Une grenouille de bénitier (‘a holy water bowl frog’) – refers to containers at the entrance of  churches to cross yourself with. It means a person who attends church regularly.

 Devoir une fière chandelle à quelqu’un(‘to owe someone a proud candle’) – to be very grateful towards someone. It refers to lighting a candle to thank God or a saint. Fière (proud) here means  ‘fine’.

 C’est la croix et la bannière(‘it’s the cross and banner’) – meaning something is very difficult. Organising processions for religious festivals, which would include people carrying banners, preceded by someone carrying a cross, used to be complicated due to formalities such as placing participants in the parade according to rank.

 Une querelle de clocher (‘a bell tower quarrel’) is a dispute over some local, probably quite insignificant, matter, referring to the fact that bell towers were the focal point of villages.

 Ne plus savoir à quel saint se vouer (‘to not know to which saint to appeal’) refers to being at a loss for someone to help.
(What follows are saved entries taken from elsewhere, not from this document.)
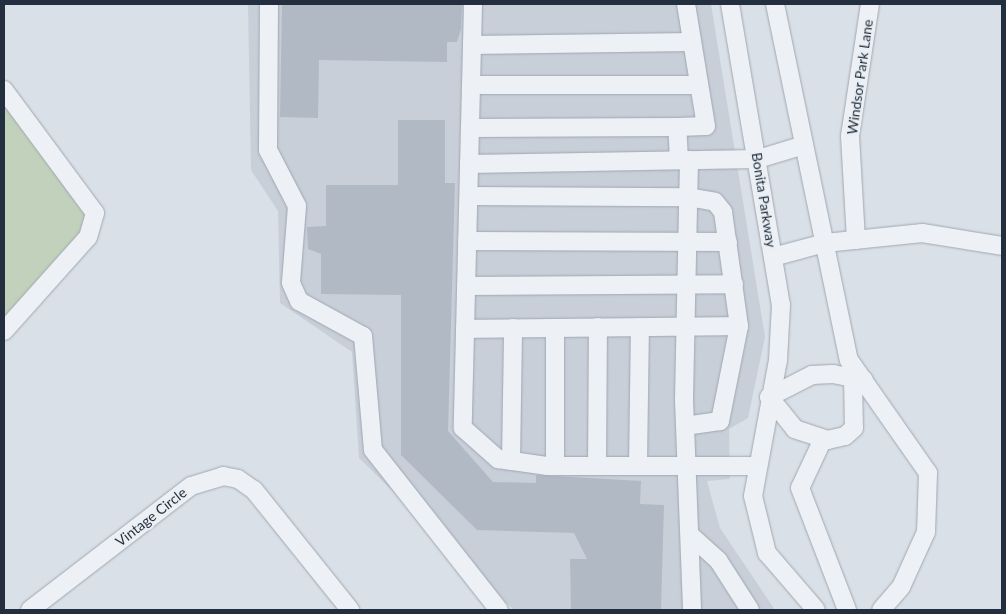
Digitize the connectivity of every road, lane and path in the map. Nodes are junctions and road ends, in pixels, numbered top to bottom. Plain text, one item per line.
1 (269, 4) edge
2 (474, 4) edge
3 (686, 4) edge
4 (730, 4) edge
5 (775, 4) edge
6 (870, 4) edge
7 (692, 42) junction
8 (472, 45) junction
9 (699, 84) junction
10 (471, 85) junction
11 (4, 90) edge
12 (677, 127) junction
13 (470, 128) junction
14 (804, 145) junction
15 (684, 160) junction
16 (758, 160) junction
17 (469, 164) junction
18 (469, 196) junction
19 (688, 197) junction
20 (856, 240) junction
21 (467, 241) junction
22 (687, 241) junction
23 (728, 242) junction
24 (825, 243) junction
25 (1002, 246) edge
26 (774, 257) junction
27 (686, 284) junction
28 (734, 284) junction
29 (466, 286) junction
30 (685, 326) junction
31 (739, 326) junction
32 (598, 327) junction
33 (640, 327) junction
34 (465, 328) junction
35 (513, 328) junction
36 (555, 328) junction
37 (4, 331) edge
38 (858, 379) junction
39 (769, 397) junction
40 (686, 426) junction
41 (823, 439) junction
42 (511, 461) junction
43 (687, 465) junction
44 (555, 466) junction
45 (597, 466) junction
46 (638, 466) junction
47 (757, 466) junction
48 (690, 535) junction
49 (30, 610) edge
50 (350, 610) edge
51 (499, 610) edge
52 (692, 610) edge
53 (750, 610) edge
54 (816, 610) edge
55 (847, 610) edge
56 (881, 610) edge

1 - 51 street
2 - 8 street
3 - 7 street
4 - 16 street, Bonita Parkway
5 - 14 street
6 - 20 street, Windsor Park Lane
7 - 8 street
7 - 9 street
8 - 10 street
9 - 10 street
9 - 12 street
10 - 13 street
11 - 37 street
12 - 13 street
12 - 15 street
13 - 17 street
14 - 16 street
14 - 24 street
15 - 16 street
15 - 17 street
15 - 19 street
16 - 26 street, Bonita Parkway
17 - 18 street
18 - 19 street
18 - 21 street
19 - 22 street
19 - 23 street
20 - 24 street
20 - 25 street
21 - 22 street
21 - 29 street
22 - 23 street
22 - 27 street
23 - 28 street
24 - 26 street
24 - 38 street
26 - 39 street, Bonita Parkway
27 - 28 street
27 - 29 street
27 - 30 street
28 - 31 street
29 - 34 street
30 - 31 street
30 - 33 street
30 - 40 street
31 - 40 street
32 - 33 street
32 - 36 street
32 - 45 street
33 - 46 street
34 - 35 street
34 - 42 street
35 - 36 street
35 - 42 street
36 - 44 street
38 - 39 street
38 - 41 street
38 - 56 street
39 - 41 street
39 - 47 street, Bonita Parkway
40 - 43 street
41 - 55 street
42 - 44 street
43 - 46 street
43 - 47 street
43 - 48 street
44 - 45 street
45 - 46 street
47 - 54 street, Bonita Parkway
48 - 52 street
48 - 53 street
49 - 50 street, Vintage Circle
 Etre mis à l’index (‘to be placed on the index’) is to be rejected or excluded. It comes from the Index of Forbidden Books, which Catholics were advised not to read because they were, for example, considered blasphemous or obscene. It was used between 1559 and 1961 and included such well-known names as Montaigne, Voltaire and Balzac. The last book placed on it was a Life of Jesus by the vicar of Notre-Dame, examining historical evidence for the gospel accounts.